March 30, 2009

Federal Debt versus Tax rates

I've heard a few people speculating that our rising national debt will inevitably cause our tax rates to go up. That seems to make sense doesn't it? I mean we can't keep piling up debt and then somehow magically not have to pay it back sooner or later. So it seems obvious that taxes could rise in the future in order to pay that debt. But taxes won't necessarily go up as a reflection of our national debt.

There are 2 major factors that work for us as far as the future of the national debt: Inflation & Growth.

Inflation. Over time inflation will make the amount of debt we have seem like smaller figure. As an example look at the debt we had as a nation after WW2. Back in 1946 our national debt was about $271B. That doesn't seem like all that much right now does it? Our debt sits at over $10 Trillion and counting. So the amount from 1946 is tiny by comparison. But back in 1946 that $271B was over 120% of our total GDP. So relatively speaking the national debt was higher then than it is now.

Growing population base. As years go by our population grows and that means there are more and more people to spread the debt over. Lets look again at the debt after WWII. In 1946 the national debt was $271B and there were about 141 million people in the country. So that equates to $1921 per capita. Today there are over 300 million people. If we'd held that $271B for 63 years and did nothing but pay interest then it would be only $903 per capita.

You could compare the national debt to paying off a home mortgage. You make payments for 30 years. The payments are fixed so over time as inflation increases prices the amount of our payment feels like less and less every year. Plus the size of our national household is growing so there are more and more people to help contribute to paying the debt.
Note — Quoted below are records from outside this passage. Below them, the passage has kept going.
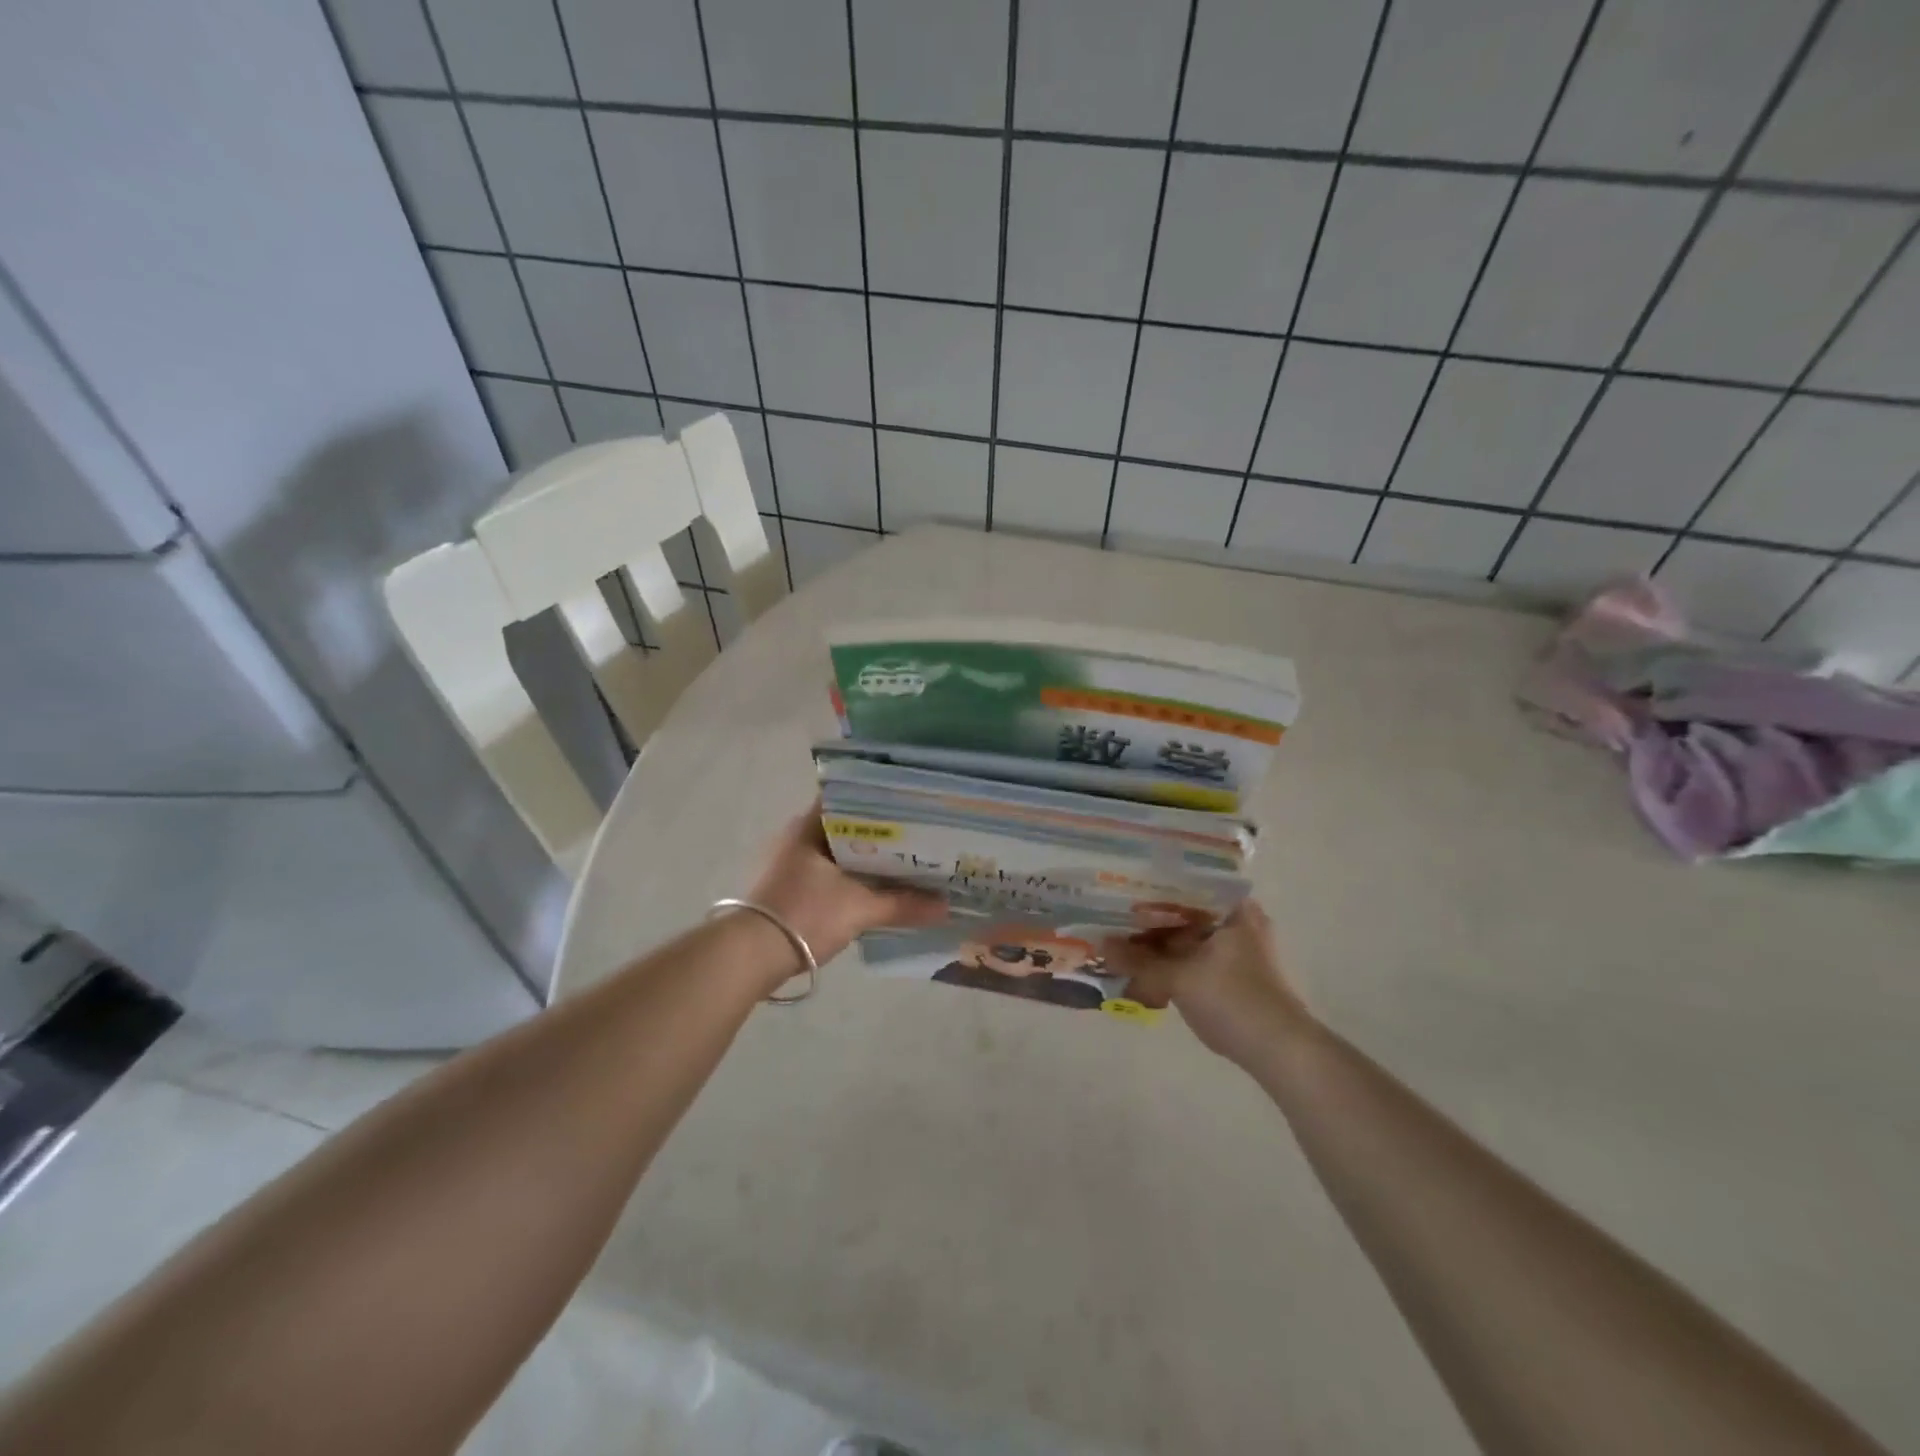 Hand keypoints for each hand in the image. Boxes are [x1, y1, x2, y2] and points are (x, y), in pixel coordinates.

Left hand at [747, 805, 946, 966]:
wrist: (750, 956)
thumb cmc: (804, 915)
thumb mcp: (859, 909)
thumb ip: (903, 904)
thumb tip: (945, 907)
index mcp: (810, 825)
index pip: (851, 797)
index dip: (882, 800)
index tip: (913, 805)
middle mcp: (797, 836)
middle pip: (848, 826)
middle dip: (881, 833)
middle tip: (918, 836)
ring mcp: (789, 862)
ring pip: (838, 851)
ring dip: (866, 858)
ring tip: (904, 862)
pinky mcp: (787, 886)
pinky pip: (828, 873)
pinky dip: (851, 877)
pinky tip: (875, 888)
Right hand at [1104, 901, 1314, 1065]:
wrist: (1281, 1052)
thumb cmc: (1233, 1000)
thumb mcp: (1178, 978)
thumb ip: (1138, 961)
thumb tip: (1099, 944)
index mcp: (1235, 909)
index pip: (1187, 883)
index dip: (1152, 887)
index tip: (1122, 888)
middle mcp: (1242, 923)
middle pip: (1187, 913)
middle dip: (1152, 919)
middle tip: (1116, 916)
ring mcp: (1242, 951)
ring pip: (1191, 938)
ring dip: (1162, 944)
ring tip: (1124, 942)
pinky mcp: (1238, 977)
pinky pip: (1197, 958)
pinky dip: (1175, 962)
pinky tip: (1148, 968) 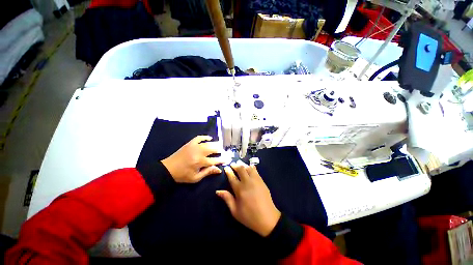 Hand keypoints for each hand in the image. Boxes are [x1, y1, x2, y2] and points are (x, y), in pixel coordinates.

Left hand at [162, 136, 223, 182]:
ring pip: (208, 143)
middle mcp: (199, 152)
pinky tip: (209, 138)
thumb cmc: (183, 175)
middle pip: (213, 149)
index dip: (222, 159)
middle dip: (220, 150)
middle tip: (223, 152)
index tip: (227, 159)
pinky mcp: (190, 143)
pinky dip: (205, 137)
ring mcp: (194, 146)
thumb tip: (219, 169)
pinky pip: (199, 138)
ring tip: (219, 145)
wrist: (168, 169)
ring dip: (215, 144)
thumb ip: (208, 172)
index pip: (215, 160)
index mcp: (200, 162)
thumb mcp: (196, 178)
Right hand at [216, 161, 280, 236]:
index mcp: (239, 190)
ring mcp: (255, 180)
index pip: (232, 177)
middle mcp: (247, 182)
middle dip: (235, 165)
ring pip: (248, 168)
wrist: (268, 219)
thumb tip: (218, 191)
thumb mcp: (235, 211)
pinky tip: (250, 166)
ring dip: (243, 165)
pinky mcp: (261, 181)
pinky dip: (251, 167)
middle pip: (240, 170)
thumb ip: (227, 199)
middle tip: (232, 164)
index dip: (228, 171)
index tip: (226, 167)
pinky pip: (256, 171)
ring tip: (239, 163)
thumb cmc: (249, 216) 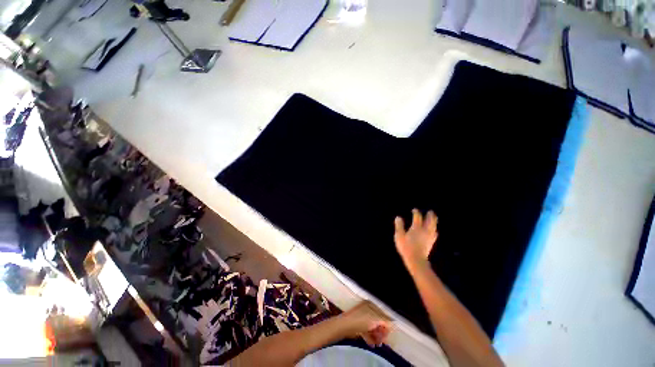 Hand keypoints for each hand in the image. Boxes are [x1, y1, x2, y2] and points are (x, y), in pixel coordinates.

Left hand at [339, 300, 390, 346]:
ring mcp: (362, 317)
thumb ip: (385, 322)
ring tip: (377, 344)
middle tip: (382, 341)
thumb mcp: (375, 320)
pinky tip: (371, 344)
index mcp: (371, 305)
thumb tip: (392, 324)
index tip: (387, 335)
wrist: (345, 325)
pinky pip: (366, 330)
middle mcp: (367, 309)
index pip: (382, 315)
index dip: (386, 325)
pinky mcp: (358, 324)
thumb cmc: (361, 320)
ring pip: (372, 327)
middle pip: (377, 321)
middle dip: (381, 332)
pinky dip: (370, 337)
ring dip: (376, 336)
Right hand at [394, 209, 437, 267]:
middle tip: (431, 211)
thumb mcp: (399, 236)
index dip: (416, 212)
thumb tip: (398, 217)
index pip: (417, 217)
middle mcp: (424, 230)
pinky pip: (434, 234)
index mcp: (416, 228)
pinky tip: (435, 231)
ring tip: (435, 219)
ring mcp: (429, 237)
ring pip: (433, 227)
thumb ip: (399, 226)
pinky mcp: (431, 243)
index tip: (414, 210)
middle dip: (430, 216)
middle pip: (429, 221)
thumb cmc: (406, 247)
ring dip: (434, 222)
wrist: (416, 260)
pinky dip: (435, 230)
Another piece of good evidence that tax rates won't necessarily go up in the future due to our national debt is that taxes haven't reflected our debt in the past. There isn't a direct correlation between the two. Simply looking at how middle class tax rates and national debt side by side over the past 60 or so years. The other day I talked about the marginal tax rate for median income levels. If you take that data and show it compared to the national debt as a % of GDP you can see it here from 1947 to around 2008:

As you can see there is pretty much no direct correlation between middle class tax rates and the national debt. The national debt as a % of GDP has gone up and down and up over the decades but the middle class marginal tax level has not gone up or down proportionally. The tax rates have remained relatively flat over the decades staying in a range between 15-28%.

I don't think there is any particular reason to think simply because our debt is going up that this will inevitably cause tax rates to increase in the future.

I got the debt as % of GDP figures from Table 7.1 in the Historical Tables document from the Whitehouse.Gov site. I'm only showing the actual figures for the debt up through 2007 and I'm not including the estimated figures or most recent #'s.